Pacific Mail Steam Ship Collection


Reflecting our Pacific Basin Focus

As an outgrowth of Potash & Company's long association with the Bay Area maritime and trade industry and work promoting California's commercial ties with Asia, we have developed a fascination with the history and art of the Pacific Mail Steam Ship Company (PMSSC).

The history of the PMSSC (1848-1925) is synonymous with that of San Francisco, where the line was based; with Gold Rush transportation; and with Pacific Basin trade and migrations. The present collection comprises primarily 19th C. paintings and lithographs depicting these activities.

Original lithograph ca. 1867 of the wooden side-paddle-wheel steamer "China," built for Pacific Mail's pioneering trans-Pacific route between San Francisco and Yokohama, with service also to Shanghai. Lithograph by Endicott, New York. 
Chinese School painting ca. 1874 of US-flagged Pacific Mail steamer "City of Peking" shown in Hong Kong Harbor. Oil on board. Hull fragments were found in the mid-1980s in San Francisco during excavations near Candlestick Park.  
The "Tennessee" was on Pacific Mail's Panama-San Francisco run when she ran aground at Tennessee Cove in Marin County in 1853. This Sarony & Major litho, ca. 1850, belonged to Renee Pierre Schwerin of San Francisco, the company's VP and General Manager in the late 19th Century.

The collection includes Gold Rush steamers from the 1850s and beyond, as well as examples of the large passenger-freight liners that pioneered the trans-Pacific steamer trade in the late 1860s.

Artists represented include William A. Coulter and Alfred Farnsworth; 19th Century Chinese-School painters; and original PMSSC lithographs by N. Courier, Courier & Ives, Endicott & Company, Sarony & Major, and Britton & Rey.

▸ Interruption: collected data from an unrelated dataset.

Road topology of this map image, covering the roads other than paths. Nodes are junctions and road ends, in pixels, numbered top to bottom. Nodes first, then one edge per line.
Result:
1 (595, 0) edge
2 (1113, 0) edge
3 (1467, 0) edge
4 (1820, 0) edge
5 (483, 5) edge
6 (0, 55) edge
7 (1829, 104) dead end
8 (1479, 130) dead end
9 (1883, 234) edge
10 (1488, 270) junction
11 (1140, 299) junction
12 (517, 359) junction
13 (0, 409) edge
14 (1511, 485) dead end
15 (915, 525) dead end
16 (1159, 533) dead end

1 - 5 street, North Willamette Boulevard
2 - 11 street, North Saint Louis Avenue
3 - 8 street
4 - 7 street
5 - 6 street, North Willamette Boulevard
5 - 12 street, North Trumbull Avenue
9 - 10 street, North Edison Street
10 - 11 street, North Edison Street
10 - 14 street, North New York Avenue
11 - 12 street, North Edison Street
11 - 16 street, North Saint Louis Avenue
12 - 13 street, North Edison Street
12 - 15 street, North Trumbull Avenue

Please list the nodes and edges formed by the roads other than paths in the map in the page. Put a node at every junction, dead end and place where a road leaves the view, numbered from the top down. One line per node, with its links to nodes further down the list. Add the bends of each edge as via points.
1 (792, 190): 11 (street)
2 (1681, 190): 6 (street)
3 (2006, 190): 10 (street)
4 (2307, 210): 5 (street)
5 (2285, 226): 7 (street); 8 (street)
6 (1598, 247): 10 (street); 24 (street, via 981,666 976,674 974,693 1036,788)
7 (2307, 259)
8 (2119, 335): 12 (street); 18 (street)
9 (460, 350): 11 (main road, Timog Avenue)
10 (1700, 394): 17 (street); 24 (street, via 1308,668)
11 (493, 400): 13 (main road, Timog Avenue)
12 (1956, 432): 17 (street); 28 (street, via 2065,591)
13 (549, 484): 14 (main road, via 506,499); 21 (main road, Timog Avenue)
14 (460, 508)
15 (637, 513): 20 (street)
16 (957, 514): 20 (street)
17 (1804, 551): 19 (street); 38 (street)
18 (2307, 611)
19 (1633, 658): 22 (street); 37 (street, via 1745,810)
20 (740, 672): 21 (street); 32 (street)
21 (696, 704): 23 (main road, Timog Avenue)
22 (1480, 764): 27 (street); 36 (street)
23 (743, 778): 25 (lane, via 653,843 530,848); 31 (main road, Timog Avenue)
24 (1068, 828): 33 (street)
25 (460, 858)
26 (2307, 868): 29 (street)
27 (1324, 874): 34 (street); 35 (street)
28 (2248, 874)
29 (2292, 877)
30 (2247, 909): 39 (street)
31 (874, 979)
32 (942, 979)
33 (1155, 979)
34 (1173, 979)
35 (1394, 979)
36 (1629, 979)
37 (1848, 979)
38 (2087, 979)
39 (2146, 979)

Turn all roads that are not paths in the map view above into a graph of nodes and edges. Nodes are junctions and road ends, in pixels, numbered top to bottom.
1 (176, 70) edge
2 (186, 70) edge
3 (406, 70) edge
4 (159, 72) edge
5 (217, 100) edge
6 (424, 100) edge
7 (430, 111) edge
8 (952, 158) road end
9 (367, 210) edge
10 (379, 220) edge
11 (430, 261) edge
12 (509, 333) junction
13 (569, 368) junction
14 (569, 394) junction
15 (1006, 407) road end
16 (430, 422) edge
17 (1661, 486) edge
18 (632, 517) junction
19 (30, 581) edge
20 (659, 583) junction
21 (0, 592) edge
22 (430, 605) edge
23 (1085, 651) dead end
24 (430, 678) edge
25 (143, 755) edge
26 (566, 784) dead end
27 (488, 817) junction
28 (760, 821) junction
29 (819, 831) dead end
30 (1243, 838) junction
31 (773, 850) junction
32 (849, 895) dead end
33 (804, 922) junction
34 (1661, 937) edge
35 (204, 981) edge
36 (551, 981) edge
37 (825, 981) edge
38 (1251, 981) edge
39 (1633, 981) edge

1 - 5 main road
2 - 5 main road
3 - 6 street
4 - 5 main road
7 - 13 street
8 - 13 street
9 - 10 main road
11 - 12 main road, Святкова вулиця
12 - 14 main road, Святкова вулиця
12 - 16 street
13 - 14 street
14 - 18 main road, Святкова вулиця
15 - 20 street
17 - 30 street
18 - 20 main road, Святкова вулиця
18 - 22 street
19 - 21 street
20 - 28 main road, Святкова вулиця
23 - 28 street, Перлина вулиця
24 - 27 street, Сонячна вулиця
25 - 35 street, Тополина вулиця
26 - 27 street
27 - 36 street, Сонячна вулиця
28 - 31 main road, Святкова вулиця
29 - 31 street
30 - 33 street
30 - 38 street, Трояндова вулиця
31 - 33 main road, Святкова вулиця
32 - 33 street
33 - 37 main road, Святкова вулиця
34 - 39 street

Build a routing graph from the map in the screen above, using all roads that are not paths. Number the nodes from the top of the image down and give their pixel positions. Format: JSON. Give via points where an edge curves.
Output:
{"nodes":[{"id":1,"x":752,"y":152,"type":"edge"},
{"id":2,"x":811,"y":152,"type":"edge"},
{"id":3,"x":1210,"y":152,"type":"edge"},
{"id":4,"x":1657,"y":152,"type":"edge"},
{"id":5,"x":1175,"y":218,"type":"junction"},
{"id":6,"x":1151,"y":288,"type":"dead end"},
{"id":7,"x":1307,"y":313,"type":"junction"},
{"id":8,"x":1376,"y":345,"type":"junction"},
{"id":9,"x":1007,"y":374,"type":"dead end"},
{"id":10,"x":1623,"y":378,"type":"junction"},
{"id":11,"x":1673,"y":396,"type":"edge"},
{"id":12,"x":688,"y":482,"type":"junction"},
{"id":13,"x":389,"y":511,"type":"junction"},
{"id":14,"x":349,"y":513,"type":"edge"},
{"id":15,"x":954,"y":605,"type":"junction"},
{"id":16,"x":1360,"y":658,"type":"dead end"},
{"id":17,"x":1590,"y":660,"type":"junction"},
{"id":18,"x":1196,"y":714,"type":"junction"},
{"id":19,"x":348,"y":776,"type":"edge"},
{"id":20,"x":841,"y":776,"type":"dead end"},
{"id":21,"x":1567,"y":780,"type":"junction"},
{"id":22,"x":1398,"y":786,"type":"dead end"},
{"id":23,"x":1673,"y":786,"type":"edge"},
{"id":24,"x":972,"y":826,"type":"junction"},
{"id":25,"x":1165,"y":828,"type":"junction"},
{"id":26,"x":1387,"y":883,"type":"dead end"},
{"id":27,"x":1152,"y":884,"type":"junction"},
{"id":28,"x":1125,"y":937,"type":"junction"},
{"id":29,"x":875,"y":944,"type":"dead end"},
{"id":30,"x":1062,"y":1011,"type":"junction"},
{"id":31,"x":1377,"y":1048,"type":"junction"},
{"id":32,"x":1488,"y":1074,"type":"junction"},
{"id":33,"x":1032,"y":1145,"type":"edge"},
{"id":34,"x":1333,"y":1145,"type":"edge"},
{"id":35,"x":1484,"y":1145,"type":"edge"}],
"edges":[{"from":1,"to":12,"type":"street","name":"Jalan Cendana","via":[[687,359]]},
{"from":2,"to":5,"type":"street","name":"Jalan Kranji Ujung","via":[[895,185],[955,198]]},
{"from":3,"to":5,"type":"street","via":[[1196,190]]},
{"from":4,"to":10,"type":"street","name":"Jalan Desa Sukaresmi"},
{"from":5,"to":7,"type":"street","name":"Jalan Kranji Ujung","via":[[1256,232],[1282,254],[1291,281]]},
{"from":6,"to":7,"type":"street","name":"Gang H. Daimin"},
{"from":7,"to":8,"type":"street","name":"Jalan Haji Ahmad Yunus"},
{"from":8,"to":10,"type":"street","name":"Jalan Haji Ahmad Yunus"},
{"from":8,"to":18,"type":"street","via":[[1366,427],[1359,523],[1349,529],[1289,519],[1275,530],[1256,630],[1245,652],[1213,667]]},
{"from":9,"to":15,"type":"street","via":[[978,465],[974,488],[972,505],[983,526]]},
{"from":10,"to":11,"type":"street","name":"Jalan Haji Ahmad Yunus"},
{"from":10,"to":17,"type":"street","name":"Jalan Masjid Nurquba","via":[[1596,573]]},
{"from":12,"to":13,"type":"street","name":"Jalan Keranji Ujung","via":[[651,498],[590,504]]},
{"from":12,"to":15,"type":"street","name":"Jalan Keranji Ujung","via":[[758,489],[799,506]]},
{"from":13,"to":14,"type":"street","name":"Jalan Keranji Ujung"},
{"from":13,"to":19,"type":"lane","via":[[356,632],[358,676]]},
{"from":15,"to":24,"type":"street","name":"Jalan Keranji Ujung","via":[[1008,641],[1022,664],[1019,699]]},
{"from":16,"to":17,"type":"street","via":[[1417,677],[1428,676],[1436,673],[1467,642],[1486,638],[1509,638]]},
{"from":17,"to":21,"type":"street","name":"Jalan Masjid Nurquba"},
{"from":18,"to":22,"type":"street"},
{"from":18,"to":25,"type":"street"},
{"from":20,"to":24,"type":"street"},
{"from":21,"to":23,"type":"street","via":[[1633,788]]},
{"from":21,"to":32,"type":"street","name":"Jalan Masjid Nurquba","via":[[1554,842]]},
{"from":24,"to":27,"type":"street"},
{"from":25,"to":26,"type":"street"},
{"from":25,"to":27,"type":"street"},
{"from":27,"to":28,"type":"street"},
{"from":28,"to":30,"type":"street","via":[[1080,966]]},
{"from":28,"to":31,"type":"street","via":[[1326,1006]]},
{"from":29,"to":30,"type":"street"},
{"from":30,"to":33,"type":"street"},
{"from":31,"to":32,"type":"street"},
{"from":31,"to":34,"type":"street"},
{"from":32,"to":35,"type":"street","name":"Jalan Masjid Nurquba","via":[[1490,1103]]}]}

It also includes representation of PMSSC's successor companies, Capt. Robert Dollar's now-defunct Dollar Line in the mid-1920s; and American President Lines (now APL), begining in 1938.

Development of the collection began in 1979. Comparable pieces are housed in the California State Library, Sacramento; Huntington Library (Kemble Collection), Pasadena; the Bancroft Library, Berkeley; the San Francisco Maritime Museum; and in private collections.


Historical Notes

PMSSC was established in 1848 with lucrative U.S. mail contracts, and the first steamship to sail into San Francisco Bay was the PMSSC steamer CALIFORNIA, arriving on February 28, 1849.

Here is one of the great ironies of history: Departing from New York before the discovery of gold in California had become well known, the wooden side-paddle-wheeler stopped in Panama to pick up a few passengers on route to San Francisco. But at Panama, the ship instead found hundreds of gold-seekers waiting to board. They had made their way down the East Coast after hearing of the discovery at Sutter's Mill, and crossed the Isthmus. Upon reaching San Francisco, all the passengers disembarked for the gold fields east of Sacramento. To the captain's disdain, so did most of the crew!

By a quirk of history (the Gold Rush), Pacific Mail's success was assured!

In 1867, again supported by its U.S. mail contracts, the "mail line" launched the world's first regular trans-Pacific steamship service linking the United States with Asia. The initial route was San Francisco to Yokohama, with service to Hong Kong and Shanghai. The ships carried the fast-growing trade between East and West -- a trade that -- in our generation -- has surpassed in size even the trans-Atlantic trade that dominated America's foreign commerce since 1776.

Pacific Mail also became the principal means of transport to California in the 19th Century for Japanese immigrants, and for the Chinese immigrants who built the trans-continental railroad. Both migrations vastly enriched California's economy and culture. And PMSSC was vociferous in its defense of the rights of Chinese crew members and workers.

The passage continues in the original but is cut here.